The result should be the listing below, restated exactly, with its pictures left out.

Records provided:
***

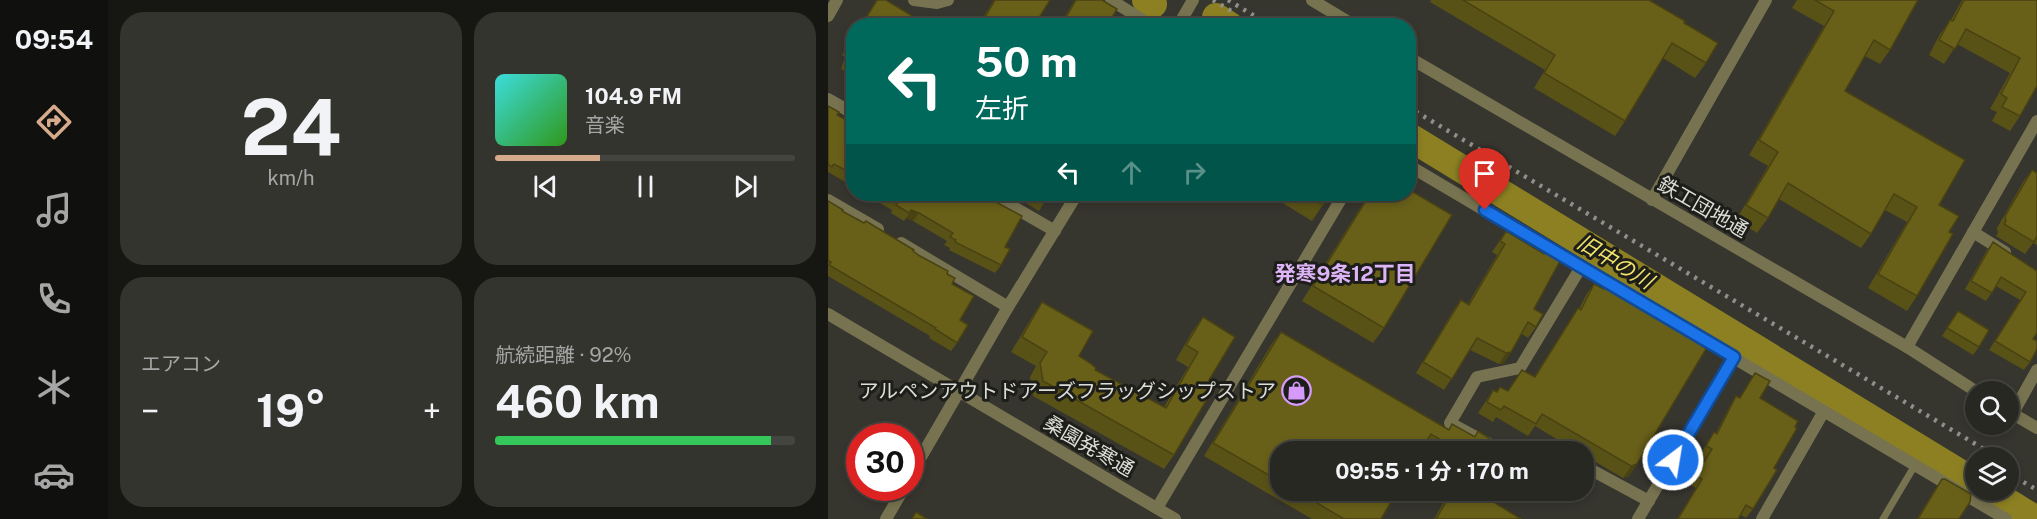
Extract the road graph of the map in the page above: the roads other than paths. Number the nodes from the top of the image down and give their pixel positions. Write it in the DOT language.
graph roads {
  1 [pos="837,0"];
  2 [pos="914,0"];
  3 [pos="948,0"];
  4 [pos="1111,0"];
  5 [pos="1193,0"];
  6 [pos="1311,0"];
  7 [pos="1766,0"];
  8 [pos="828,16"];
  9 [pos="1139,18"];
  10 [pos="1183,18"];
  11 [pos="1341,18"];
  12 [pos="1416,62"];
  13 [pos="828,99"];
  14 [pos="846,109"];
  15 [pos="2037,121"];
  16 [pos="1416,170"];
  17 [pos="828,200"];
  18 [pos="1652,200"];
  19 [pos="1002,201"];
  20 [pos="1073,201"];
  21 [pos="1340,201"];
  22 [pos="1055,231"];
  23 [pos="1973,232"];
  24 [pos="2019,260"];
  25 [pos="1581,267"];
  26 [pos="1008,307"];
  27 [pos="828,315"];
  28 [pos="1907,347"];
  29 [pos="1734,357"];
  30 [pos="2037,370"];
  31 [pos="1965,384"];
  32 [pos="958,393"];
  33 [pos="2019,399"];
  34 [pos="1824,411"];
  35 [pos="2019,417"];
  36 [pos="2037,428"];
  37 [pos="1484,441"];
  38 [pos="924,452"];
  39 [pos="1915,465"];
  40 [pos="1594,471"];
  41 [pos="896,501"];
  42 [pos="1649,501"];
  43 [pos="1157,507"];
  44 [pos="1987,514"];
  45 [pos="886,519"];
  46 [pos="1176,519"];
  47 [pos="1638,519"];
  48 [pos="1762,519"];
  49 [pos="1883,519"];
  50 [pos="2006,519"];
  1 -- 8 [label="street"];
  2 -- 3 [label="street"];
  4 -- 9 [label="street"];
  5 -- 10 [label="street"];
  6 -- 11 [label="street"];
  7 -- 18 [label="street"];
  12 -- 18 [label="street, 鉄工団地通"];
  13 -- 14 [label="street"];
  15 -- 23 [label="street"];
  16 -- 25 [label="street"];
  17 -- 26 [label="street"];
  18 -- 28 [label="street, 鉄工団地通"];
  19 -- 22 [label="street"];
  20 -- 22 [label="street"];
  21 -- 43 [label="street"];
  22 -- 26 [label="street"];
  23 -- 24 [label="street"];
  23 -- 28 [label="street"];
  25 -- 29 [label="street"];
  25 -- 37 [label="street"];
  26 -- 32 [label="street"];
  27 -- 32 [label="street, 桑園発寒通"];
  28 -- 31 [label="street, 鉄工団地通"];
  29 -- 34 [label="street"];
  29 -- 42 [label="street"];
  30 -- 33 [label="street"];
  32 -- 38 [label="street"];
  32 -- 43 [label="street, 桑園発寒通"];
  34 -- 39 [label="street"];
  34 -- 48 [label="street"];
  35 -- 36 [label="street"];
  39 -- 44 [label="street"];
  39 -- 49 [label="lane"];
  40 -- 42 [label="street"];
  41 -- 45 [label="street"];
  42 -- 47 [label="street"];
  43 -- 46 [label="street, 桑園発寒通"];
  44 -- 50 [label="street"];
}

***

Solution to this exercise:
Extract the road graph of the map in the page above: the roads other than paths. Number the nodes from the top of the image down and give their pixel positions. Write it in the DOT language.
graph roads {
  1 [pos="837,0"];
  2 [pos="914,0"];
  3 [pos="948,0"];
  4 [pos="1111,0"];
  5 [pos="1193,0"];
  6 [pos="1311,0"];
  7 [pos="1766,0"];
  8 [pos="828,16"];
  9 [pos="1139,18"];
  10 [pos="1183,18"];
  11 [pos="1341,18"];
  12 [pos="1416,62"];
  13 [pos="828,99"];
  14 [pos="846,109"];
  15 [pos="2037,121"];
  16 [pos="1416,170"];
  17 [pos="828,200"];
  18 [pos="1652,200"];
  19 [pos="1002,201"];
  20 [pos="1073,201"];
  21 [pos="1340,201"];
  22 [pos="1055,231"];
  23 [pos="1973,232"];
  24 [pos="2019,260"];
  25 [pos="1581,267"];
  26 [pos="1008,307"];
  27 [pos="828,315"];
  28 [pos="1907,347"];
  29 [pos="1734,357"];
  30 [pos="2037,370"];
  31 [pos="1965,384"];
  32 [pos="958,393"];
  33 [pos="2019,399"];
  34 [pos="1824,411"];
  35 [pos="2019,417"];
  36 [pos="2037,428"];
  37 [pos="1484,441"];
  38 [pos="924,452"];
  39 [pos="1915,465"];
  40 [pos="1594,471"];
  41 [pos="896,501"];
  42 [pos="1649,501"];
  43 [pos="1157,507"];
  44 [pos="1987,514"];
  45 [pos="886,519"];
  46 [pos="1176,519"];
  47 [pos="1638,519"];
  48 [pos="1762,519"];
  49 [pos="1883,519"];
  50 [pos="2006,519"];
  1 -- 8 [label="street"];
  2 -- 3 [label="street"];
  4 -- 9 [label="street"];
  5 -- 10 [label="street"];
  6 -- 11 [label="street"];
  7 -- 18 [label="street"];
  12 -- 18 [label="street, 鉄工団地通"];
  13 -- 14 [label="street"];
  15 -- 23 [label="street"];
  16 -- 25 [label="street"];
  17 -- 26 [label="street"];
  18 -- 28 [label="street, 鉄工団地通"];
  19 -- 22 [label="street"];
  20 -- 22 [label="street"];
  21 -- 43 [label="street"];
  22 -- 26 [label="street"];
  23 -- 24 [label="street"];
  23 -- 28 [label="street"];
  25 -- 29 [label="street"];
  25 -- 37 [label="street"];
  26 -- 32 [label="street"];
  27 -- 32 [label="street, 桑園発寒通"];
  28 -- 31 [label="street, 鉄工団地通"];
  29 -- 34 [label="street"];
  29 -- 42 [label="street"];
  30 -- 33 [label="street"];
  32 -- 38 [label="street"];
  32 -- 43 [label="street, 桑園発寒通"];
  34 -- 39 [label="street"];
  34 -- 48 [label="street"];
  35 -- 36 [label="street"];
  39 -- 44 [label="street"];
  39 -- 49 [label="lane"];
  40 -- 42 [label="street"];
  41 -- 45 [label="street"];
  42 -- 47 [label="street"];
  43 -- 46 [label="street, 桑園発寒通"];
  44 -- 50 [label="street"];
}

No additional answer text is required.